KJ Burrington, coordinator for the Dairy Ingredient Applications Program at the Wisconsin Center for Dairy Research, shared examples of recent dairy and dairy-based foods that were developed with assistance from DMI-funded National Dairy Foods Research Centers and applications/technology development labs.

These facilities provide technical resources to help dairy, food and beverage manufacturers innovate and succeed in product development.

Forum attendees sampled new and prototype dairy and dairy-based products containing health-enhancing ingredients such as Omega-3, probiotics and whey protein.
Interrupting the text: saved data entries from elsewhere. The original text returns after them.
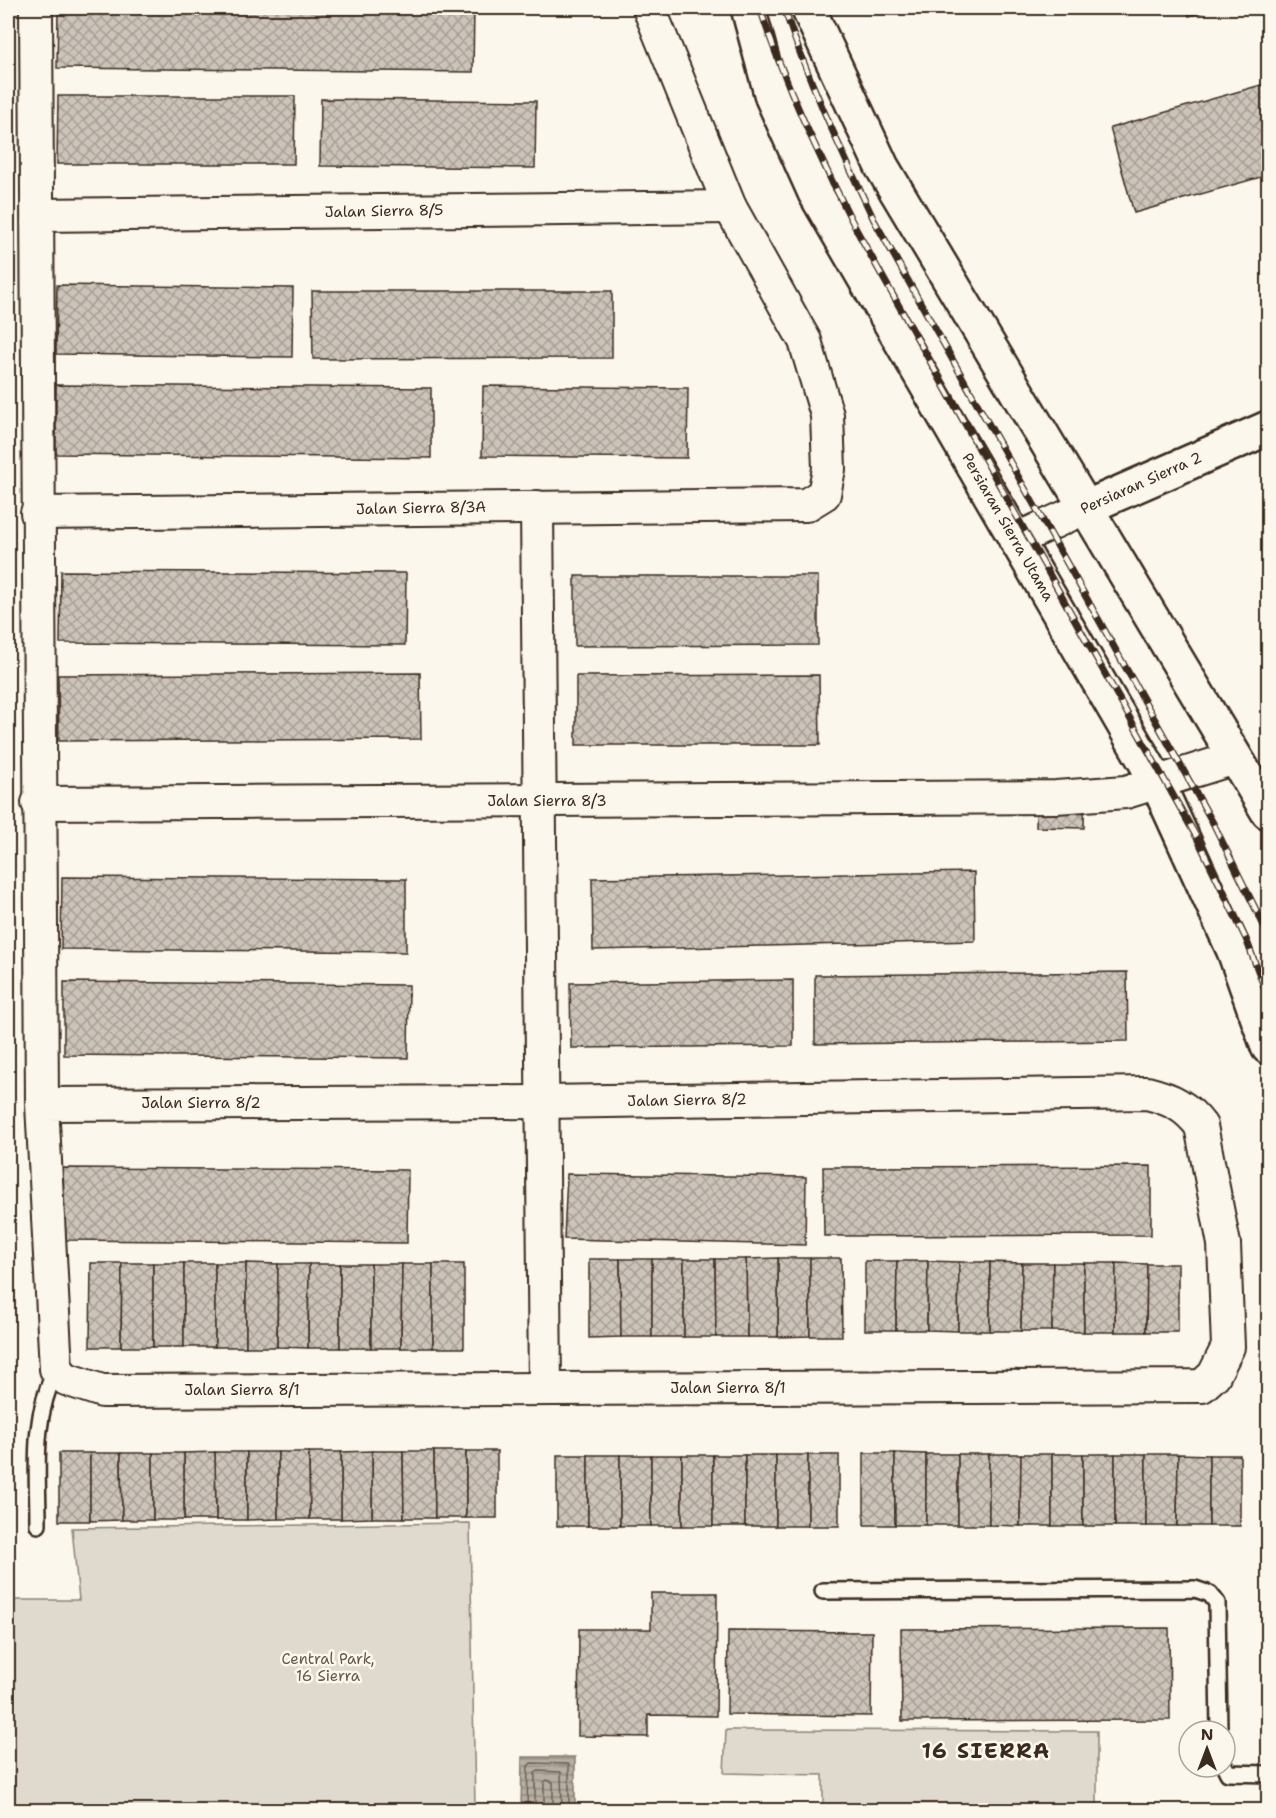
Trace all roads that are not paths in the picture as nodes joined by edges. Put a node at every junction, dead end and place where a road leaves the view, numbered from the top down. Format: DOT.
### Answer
graph roads {
  1 [pos="36,8"];
  2 [pos="649,8"];
  3 [pos="748,8"];
  4 [pos="808,8"];
  5 [pos="730,207"];
  6 [pos="38,215"];
  7 [pos="1269,428"];
  8 [pos="537,507"];
  9 [pos="1085,508"];
  10 [pos="37,513"];
  11 [pos="1015,540"];
  12 [pos="1235,758"];
  13 [pos="1157,782"];
  14 [pos="540,801"];
  15 [pos="38,803"];
  16 [pos="1269,812"];
  17 [pos="1269,1047"];
  18 [pos="543,1102"];
  19 [pos="42,1104"];
  20 [pos="1224,1244"];
  21 [pos="56,1369"];
  22 [pos="545,1389"];
  23 [pos="38,1525"];
  24 [pos="823,1591"];
  25 [pos="1219,1719"];
  26 [pos="1237,1773"];
  27 [pos="1269,1774"];
  1 -- 6 [label="street"];
  2 -- 5 [label="street"];
  3 -- 11 [label="main road, Persiaran Sierra Utama"];
  4 -- 9 [label="main road"];
  5 -- 6 [label="street, Jalan Sierra 8/5"];
  5 -- 8 [label="street, Jalan Sierra 8/3A"];
  6 -- 10 [label="street"];
  7 -- 9 [label="main road, Persiaran Sierra 2"];
  8 -- 10 [label="street, Jalan Sierra 8/3A"];
  8 -- 14 [label="street"];
  9 -- 11 [label="street, Persiaran Sierra 2"];
  9 -- 12 [label="main road"];
  10 -- 15 [label="street"];
  11 -- 13 [label="main road, Persiaran Sierra Utama"];
  12 -- 13 [label="street, Jalan Sierra 8/3"];
  12 -- 16 [label="main road"];
  13 -- 14 [label="street, Jalan Sierra 8/3"];
  13 -- 17 [label="main road, Persiaran Sierra Utama"];
  14 -- 15 [label="street, Jalan Sierra 8/3"];
  14 -- 18 [label="street"];
  15 -- 19 [label="street"];
  18 -- 19 [label="street, Jalan Sierra 8/2"];
  18 -- 20 [label="street, Jalan Sierra 8/2"];
  18 -- 22 [label="street"];
  19 -- 21 [label="street"];
  20 -- 22 [label="street, Jalan Sierra 8/1"];
  21 -- 22 [label="street, Jalan Sierra 8/1"];
  21 -- 23 [label="lane"];
  24 -- 25 [label="lane"];
  26 -- 27 [label="lane"];
}
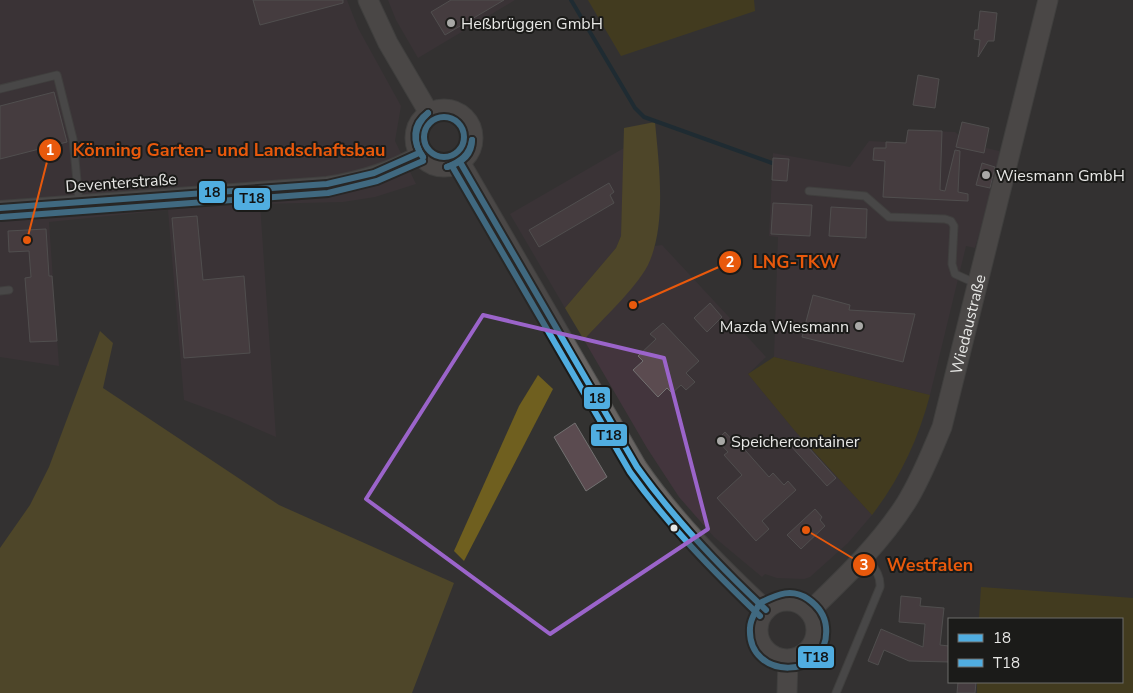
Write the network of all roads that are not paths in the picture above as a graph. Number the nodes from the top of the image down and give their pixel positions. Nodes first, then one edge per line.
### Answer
1 (368, 0) edge
2 (1048, 0) edge
3 (0, 90) edge
4 (428, 113) junction
5 (419, 153) junction
6 (460, 162) junction
7 (809, 192) dead end
8 (79, 202) junction
9 (0, 208) edge
10 (978, 284) junction
11 (9, 290) dead end
12 (0, 291) edge
13 (865, 557) junction
14 (766, 610) junction
15 (810, 611) junction
16 (788, 660) junction
17 (787, 693) edge
18 (836, 693) edge

1 - 4 main road
2 - 10 main road, Wiedaustraße
3 - 8 lane
4 - 5 main road
4 - 6 main road
5 - 6 main road
5 - 8 street, Deventerstraße
6 - 14 main road
7 - 10 lane
8 - 9 street, Deventerstraße
10 - 13 main road, Wiedaustraße
11 - 12 lane
13 - 15 main road, Wiedaustraße
13 - 18 lane
14 - 15 main road
14 - 16 main road
15 - 16 main road
16 - 17 main road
Making sustainable choices

A panel of three experts provided insights into the opportunities and challenges of dairy industry sustainability from an economic, environmental and social perspective. Panelists included John Larsen, vice president of the dairy/refrigerated group for Safeway Inc.; Clay Detlefsen, vice president and counsel for IDFA; and Mandy Levenberg, senior director, consumer strategist of cause and sustainable living for Iconoculture.

“Food companies should pursue a sustainable approach to product innovation, which also can improve their bottom line,” Detlefsen said. “For example, using more energy-efficient alternatives to thermal processing has the possibility of reducing costs without negatively impacting safety or quality.”




Milk overflows with opportunity

A session on fluid milk unveiled a variety of new product and market research findings. Stephen Poritz and Lisa Tortora, both vice presidents at Taylor Nelson Sofres, shared study results on consumers who drink milk and the milk characteristics people desire most. Phil Tong, director of the Dairy Products Technology Center, gave an overview on how value-added milk research and new technologies are addressing improvements in milk flavor and texture, health and wellness benefits and more convenience for the consumer. 

Jim Layne, vice president of business development for milk at DMI, provided market insights on the development of flavored milk products used for athletic recovery and replenishment. Bob Bachtel, vice president of business development for milk at DMI, and Madlyn Daley, senior vice president of strategic insights for DMI, explained an initiative to improve the taste and consistency of lower-fat milk to resemble that of higher fat milk, which consumers prefer. Amy Lammert, senior dairy ingredients application specialist at the Dairy Products Technology Center, provided an overview on current product research for athletic recovery/replenishment milk and lower-fat milk with improved taste and consistency. Trish Corby, president and CEO of The Good Cow Co. explained current membrane filtration technologies that provide the ability to optimize the nutritional components of milk to suit specific needs.



Cheese is hot

During a session dedicated to cheese, Cara Kelly, director of new product insights for cheese at DMI, and Sara Yoest, vice president of business development for cheese at DMI, gave market study details on consumer demands for cheese with added health and nutrition benefits. To address that market opportunity, a group of researchers within the National Dairy Foods Research Center program provided the status of ongoing research in the development of low-fat natural and process cheeses that function well and taste good. Presenters included Raj Narasimmon, vice president of product research at DMI; Don McMahon, director of the Western Dairy Center; and Lloyd Metzger, director of the Midwest Dairy Foods Research Center. Attendees had the opportunity to sample a newly developed slice-on-slice type of low-fat process cheese that has the same texture, melt and flavor characteristics of full-fat process cheese.


Leveraging health and wellness claims

The changing marketing and regulatory environment can pose challenges for manufacturers to use nutrition and regulatory claims. However, dairy’s inherent nutrient package gives it a competitive advantage to provide consumers with the health and wellness benefits they want. Experts provided information and guidance on key claim regulations, approved claim messaging and identifying key claims that are important to consumers. Speakers included Victor Fulgoni III, senior vice president at Nutrition Impact LLC; Cary Frye, vice president of regulatory affairs at IDFA; and Lori Stanwood, senior vice president of strategic insights at DMI.